• **Your goal**
Please repeat the data shown below, word for word.
=== Section Start ===
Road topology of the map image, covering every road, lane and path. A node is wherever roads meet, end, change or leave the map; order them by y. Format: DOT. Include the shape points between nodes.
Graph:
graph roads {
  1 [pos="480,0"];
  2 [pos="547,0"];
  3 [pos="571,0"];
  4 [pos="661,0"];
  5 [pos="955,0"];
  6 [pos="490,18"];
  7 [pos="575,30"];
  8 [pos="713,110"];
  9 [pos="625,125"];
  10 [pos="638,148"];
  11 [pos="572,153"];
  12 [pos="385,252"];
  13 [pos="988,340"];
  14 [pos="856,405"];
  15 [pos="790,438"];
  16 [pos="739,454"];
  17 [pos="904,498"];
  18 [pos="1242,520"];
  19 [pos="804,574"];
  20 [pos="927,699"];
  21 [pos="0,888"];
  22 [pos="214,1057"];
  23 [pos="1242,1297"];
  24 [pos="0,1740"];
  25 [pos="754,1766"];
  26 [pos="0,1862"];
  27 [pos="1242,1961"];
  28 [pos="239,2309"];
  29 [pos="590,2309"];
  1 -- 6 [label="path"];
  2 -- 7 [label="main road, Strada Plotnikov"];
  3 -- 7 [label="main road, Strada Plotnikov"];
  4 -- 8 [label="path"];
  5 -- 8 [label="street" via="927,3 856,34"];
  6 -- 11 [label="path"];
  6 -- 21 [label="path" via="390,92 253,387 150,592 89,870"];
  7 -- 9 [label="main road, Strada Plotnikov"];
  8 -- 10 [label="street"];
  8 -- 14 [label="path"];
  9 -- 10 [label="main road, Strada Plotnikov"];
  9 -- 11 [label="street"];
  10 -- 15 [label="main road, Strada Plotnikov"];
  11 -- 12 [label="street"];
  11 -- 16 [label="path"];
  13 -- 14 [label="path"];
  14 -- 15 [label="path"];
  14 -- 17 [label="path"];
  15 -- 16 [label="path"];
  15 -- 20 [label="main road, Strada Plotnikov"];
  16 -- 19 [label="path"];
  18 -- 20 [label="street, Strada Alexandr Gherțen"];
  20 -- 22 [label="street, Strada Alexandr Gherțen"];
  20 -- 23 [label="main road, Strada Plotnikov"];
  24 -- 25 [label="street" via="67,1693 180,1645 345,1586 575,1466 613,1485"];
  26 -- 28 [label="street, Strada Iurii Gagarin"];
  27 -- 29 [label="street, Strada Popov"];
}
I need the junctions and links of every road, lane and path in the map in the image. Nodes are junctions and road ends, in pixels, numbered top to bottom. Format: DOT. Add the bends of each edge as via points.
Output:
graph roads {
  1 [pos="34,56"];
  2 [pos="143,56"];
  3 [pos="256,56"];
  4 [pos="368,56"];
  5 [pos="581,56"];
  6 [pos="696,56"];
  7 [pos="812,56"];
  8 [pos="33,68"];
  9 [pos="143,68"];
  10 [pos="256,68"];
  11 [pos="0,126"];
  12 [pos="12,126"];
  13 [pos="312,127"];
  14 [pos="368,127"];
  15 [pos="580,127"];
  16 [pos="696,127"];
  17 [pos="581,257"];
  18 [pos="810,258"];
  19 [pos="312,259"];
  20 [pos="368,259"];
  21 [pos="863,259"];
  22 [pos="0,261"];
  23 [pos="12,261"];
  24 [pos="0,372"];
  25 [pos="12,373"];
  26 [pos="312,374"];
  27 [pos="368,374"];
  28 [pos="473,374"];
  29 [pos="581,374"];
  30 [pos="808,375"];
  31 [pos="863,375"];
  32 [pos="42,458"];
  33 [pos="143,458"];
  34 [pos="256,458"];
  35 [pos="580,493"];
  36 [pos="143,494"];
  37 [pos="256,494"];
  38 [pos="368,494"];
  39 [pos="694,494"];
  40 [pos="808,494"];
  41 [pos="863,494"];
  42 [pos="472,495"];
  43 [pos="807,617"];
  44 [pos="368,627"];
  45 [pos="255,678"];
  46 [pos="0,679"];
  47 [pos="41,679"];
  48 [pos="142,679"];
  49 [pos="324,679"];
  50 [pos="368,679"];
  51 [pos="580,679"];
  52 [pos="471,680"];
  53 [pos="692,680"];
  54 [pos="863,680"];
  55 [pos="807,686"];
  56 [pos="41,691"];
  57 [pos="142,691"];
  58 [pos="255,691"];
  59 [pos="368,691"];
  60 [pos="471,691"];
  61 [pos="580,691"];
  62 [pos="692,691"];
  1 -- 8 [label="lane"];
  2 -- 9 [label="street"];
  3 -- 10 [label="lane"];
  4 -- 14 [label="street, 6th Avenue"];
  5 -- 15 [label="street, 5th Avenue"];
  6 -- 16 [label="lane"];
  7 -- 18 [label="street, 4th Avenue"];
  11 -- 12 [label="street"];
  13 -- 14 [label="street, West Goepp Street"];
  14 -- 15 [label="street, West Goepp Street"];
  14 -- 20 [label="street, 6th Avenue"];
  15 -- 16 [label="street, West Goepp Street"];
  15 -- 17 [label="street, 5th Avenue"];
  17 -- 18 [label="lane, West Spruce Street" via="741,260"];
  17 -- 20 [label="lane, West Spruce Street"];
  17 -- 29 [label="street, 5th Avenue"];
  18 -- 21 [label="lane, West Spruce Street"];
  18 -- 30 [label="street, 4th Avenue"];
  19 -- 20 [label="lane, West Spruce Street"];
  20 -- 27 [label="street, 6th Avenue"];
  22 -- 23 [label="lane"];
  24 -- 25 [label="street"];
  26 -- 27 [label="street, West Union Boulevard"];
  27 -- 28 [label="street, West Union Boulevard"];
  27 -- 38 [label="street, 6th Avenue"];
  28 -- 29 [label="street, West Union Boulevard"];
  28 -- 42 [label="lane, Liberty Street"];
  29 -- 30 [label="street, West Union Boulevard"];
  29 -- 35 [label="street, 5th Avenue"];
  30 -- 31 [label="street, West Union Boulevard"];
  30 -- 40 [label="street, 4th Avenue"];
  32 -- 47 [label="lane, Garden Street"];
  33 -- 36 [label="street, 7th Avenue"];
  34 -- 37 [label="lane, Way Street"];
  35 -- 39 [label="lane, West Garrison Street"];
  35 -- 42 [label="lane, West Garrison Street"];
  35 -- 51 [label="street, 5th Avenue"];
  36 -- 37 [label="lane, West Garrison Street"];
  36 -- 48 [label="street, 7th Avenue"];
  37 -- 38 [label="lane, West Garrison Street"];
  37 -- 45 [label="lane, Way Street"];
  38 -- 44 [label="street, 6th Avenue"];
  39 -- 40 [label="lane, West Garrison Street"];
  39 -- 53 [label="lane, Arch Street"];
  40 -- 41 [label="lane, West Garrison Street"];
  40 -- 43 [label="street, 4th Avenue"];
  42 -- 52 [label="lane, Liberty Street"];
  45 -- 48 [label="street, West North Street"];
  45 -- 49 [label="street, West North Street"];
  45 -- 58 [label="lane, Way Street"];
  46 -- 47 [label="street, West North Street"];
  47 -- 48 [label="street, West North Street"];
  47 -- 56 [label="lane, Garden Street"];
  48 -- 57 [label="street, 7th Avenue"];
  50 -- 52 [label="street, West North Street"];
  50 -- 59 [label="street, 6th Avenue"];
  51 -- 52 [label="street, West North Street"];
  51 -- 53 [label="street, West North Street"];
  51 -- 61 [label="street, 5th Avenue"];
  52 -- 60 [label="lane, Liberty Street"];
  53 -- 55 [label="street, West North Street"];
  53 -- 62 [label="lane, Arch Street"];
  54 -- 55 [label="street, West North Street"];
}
=== Section End ===
• **Exercise result**
Road topology of the map image, covering every road, lane and path. A node is wherever roads meet, end, change or leave the map; order them by y. Format: DOT. Include the shape points between nodes.
Graph:
graph roads {
  1 [pos="480,0"];
  2 [pos="547,0"];
  3 [pos="571,0"];
  4 [pos="661,0"];
  5 [pos="955,0"];
  6 [pos="490,18"];
  7 [pos="575,30"];
  8 [pos="713,110"];
  9 [pos="625,125"];
  10 [pos="638,148"];
  11 [pos="572,153"];
  12 [pos="385,252"];
  13 [pos="988,340"];
  14 [pos="856,405"];
  15 [pos="790,438"];
  16 [pos="739,454"];
  17 [pos="904,498"];
  18 [pos="1242,520"];
  19 [pos="804,574"];
  20 [pos="927,699"];
  21 [pos="0,888"];
  22 [pos="214,1057"];
  23 [pos="1242,1297"];
  24 [pos="0,1740"];
  25 [pos="754,1766"];
  26 [pos="0,1862"];
  27 [pos="1242,1961"];
  28 [pos="239,2309"];
  29 [pos="590,2309"];
  1 -- 6 [label="path"];
  2 -- 7 [label="main road, Strada Plotnikov"];
  3 -- 7 [label="main road, Strada Plotnikov"];
  4 -- 8 [label="path"];
  5 -- 8 [label="street" via="927,3 856,34"];
  6 -- 11 [label="path"];
  6 -- 21 [label="path" via="390,92 253,387 150,592 89,870"];
  7 -- 9 [label="main road, Strada Plotnikov"];
  8 -- 10 [label="street"];
  8 -- 14 [label="path"];
  9 -- 10 [label="main road, Strada Plotnikov"];
  9 -- 11 [label="street"];
  10 -- 15 [label="main road, Strada Plotnikov"];
  11 -- 12 [label="street"];
  11 -- 16 [label="path"];
  13 -- 14 [label="path"];
  14 -- 15 [label="path"];
  14 -- 17 [label="path"];
  15 -- 16 [label="path"];
  15 -- 20 [label="main road, Strada Plotnikov"];
  16 -- 19 [label="path"];
  18 -- 20 [label="street, Strada Alexandr Gherțen"];
  20 -- 22 [label="street, Strada Alexandr Gherțen"];
  20 -- 23 [label="main road, Strada Plotnikov"];
  24 -- 25 [label="street" via="67,1693 180,1645 345,1586 575,1466 613,1485"];
  26 -- 28 [label="street, Strada Iurii Gagarin"];
  27 -- 29 [label="street, Strada Popov"];
}
I need the junctions and links of every road, lane and path in the map in the image. Nodes are junctions and road ends, in pixels, numbered top to bottom. Format: DOT. Add the bends of each edge as via points.
Output:
graph roads {
  1 [pos="34,56"];
  2 [pos="143,56"];
  3 [pos="256,56"];
  4 [pos="368,56"];
  5 [pos="581,56"];
  6 [pos="696,56"];
  7 [pos="812,56"];
  8 [pos="33,68"];
  9 [pos="143,68"];
  10 [pos="256,68"];
  11 [pos="0,126"];
  12 [pos="12,126"];
  13 [pos="312,127"];
  14 [pos="368,127"];
  15 [pos="580,127"];
  16 [pos="696,127"];
  17 [pos="581,257"];
  18 [pos="810,258"];
  19 [pos="312,259"];
  20 [pos="368,259"];
  21 [pos="863,259"];
  22 [pos="0,261"];
  23 [pos="12,261"];
  24 [pos="0,372"];
  25 [pos="12,373"];
  26 [pos="312,374"];
  27 [pos="368,374"];
  28 [pos="473,374"];
  29 [pos="581,374"];
  30 [pos="808,375"];
  31 [pos="863,375"];
  32 [pos="42,458"];
  33 [pos="143,458"];
  34 [pos="256,458"];
  35 [pos="580,493"];
  36 [pos="143,494"];
  37 [pos="256,494"];
  38 [pos="368,494"];
  39 [pos="694,494"];
  40 [pos="808,494"];
  41 [pos="863,494"];
  42 [pos="472,495"];
  43 [pos="807,617"];
  44 [pos="368,627"];
  45 [pos="255,678"];
  46 [pos="0,679"];
  47 [pos="41,679"];
  48 [pos="142,679"];
  49 [pos="324,679"];
  50 [pos="368,679"];
  51 [pos="580,679"];
  52 [pos="471,680"];
  53 [pos="692,680"];
  54 [pos="863,680"];
  55 [pos="807,686"];
  56 [pos="41,691"];
  57 [pos="142,691"];
  58 [pos="255,691"];
  59 [pos="368,691"];
  60 [pos="471,691"];
  61 [pos="580,691"];
  62 [pos="692,691"];
  1 -- 8 [label="lane"];
  2 -- 9 [label="street"];
  3 -- 10 [label="lane"];
  4 -- 14 [label="street, 6th Avenue"];
  5 -- 15 [label="street, 5th Avenue"];
  6 -- 16 [label="lane"];
  7 -- 18 [label="street, 4th Avenue"];
  11 -- 12 [label="street"];
  13 -- 14 [label="street, West Goepp Street"];
  14 -- 15 [label="street, West Goepp Street"];
  14 -- 20 [label="street, 6th Avenue"];
  15 -- 16 [label="street, West Goepp Street"];
  15 -- 17 [label="street, 5th Avenue"];
  17 -- 18 [label="lane, West Spruce Street" via="741,260"];
  17 -- 20 [label="lane, West Spruce Street"];
  17 -- 29 [label="street, 5th Avenue"];
  18 -- 21 [label="lane, West Spruce Street"];
  18 -- 30 [label="street, 4th Avenue"];
  19 -- 20 [label="lane, West Spruce Street"];
  20 -- 27 [label="street, 6th Avenue"];
  22 -- 23 [label="lane"];
  24 -- 25 [label="street"];
  26 -- 27 [label="street, West Union Boulevard"];
  27 -- 28 [label="street, West Union Boulevard"];
  27 -- 38 [label="street, 6th Avenue"];
  28 -- 29 [label="street, West Union Boulevard"];
  28 -- 42 [label="lane, Liberty Street"];
  29 -- 30 [label="street, West Union Boulevard"];
  29 -- 35 [label="street, 5th Avenue"];
  30 -- 31 [label="street, West Union Boulevard"];
  30 -- 40 [label="street, 4th Avenue"];
  32 -- 47 [label="lane, Garden Street"];
  33 -- 36 [label="street, 7th Avenue"];
  34 -- 37 [label="lane, Way Street"];
  35 -- 39 [label="lane, West Garrison Street"];
  35 -- 42 [label="lane, West Garrison Street"];
  35 -- 51 [label="street, 5th Avenue"];
  36 -- 37 [label="lane, West Garrison Street"];
  36 -- 48 [label="street, 7th Avenue"];
  37 -- 38 [label="lane, West Garrison Street"];
  37 -- 45 [label="lane, Way Street"];
  38 -- 44 [label="street, 6th Avenue"];
  39 -- 40 [label="lane, West Garrison Street"];
  39 -- 53 [label="lane, Arch Street"];
  40 -- 41 [label="lane, West Garrison Street"];
  40 -- 43 [label="street, 4th Avenue"];
  42 -- 52 [label="lane, Liberty Street"];
  45 -- 48 [label="street, West North Street"];
  45 -- 49 [label="street, West North Street"];
  45 -- 58 [label="lane, Way Street"];
  46 -- 47 [label="street, West North Street"];
  47 -- 48 [label="street, West North Street"];
  47 -- 56 [label="lane, Garden Street"];
  48 -- 57 [label="street, 7th Avenue"];
  50 -- 52 [label="street, West North Street"];
  50 -- 59 [label="street, 6th Avenue"];
  51 -- 52 [label="street, West North Street"];
  51 -- 53 [label="street, West North Street"];
  51 -- 61 [label="street, 5th Avenue"];
  52 -- 60 [label="lane, Liberty Street"];
  53 -- 55 [label="street, West North Street"];
  53 -- 62 [label="lane, Arch Street"];
  54 -- 55 [label="street, West North Street"];
}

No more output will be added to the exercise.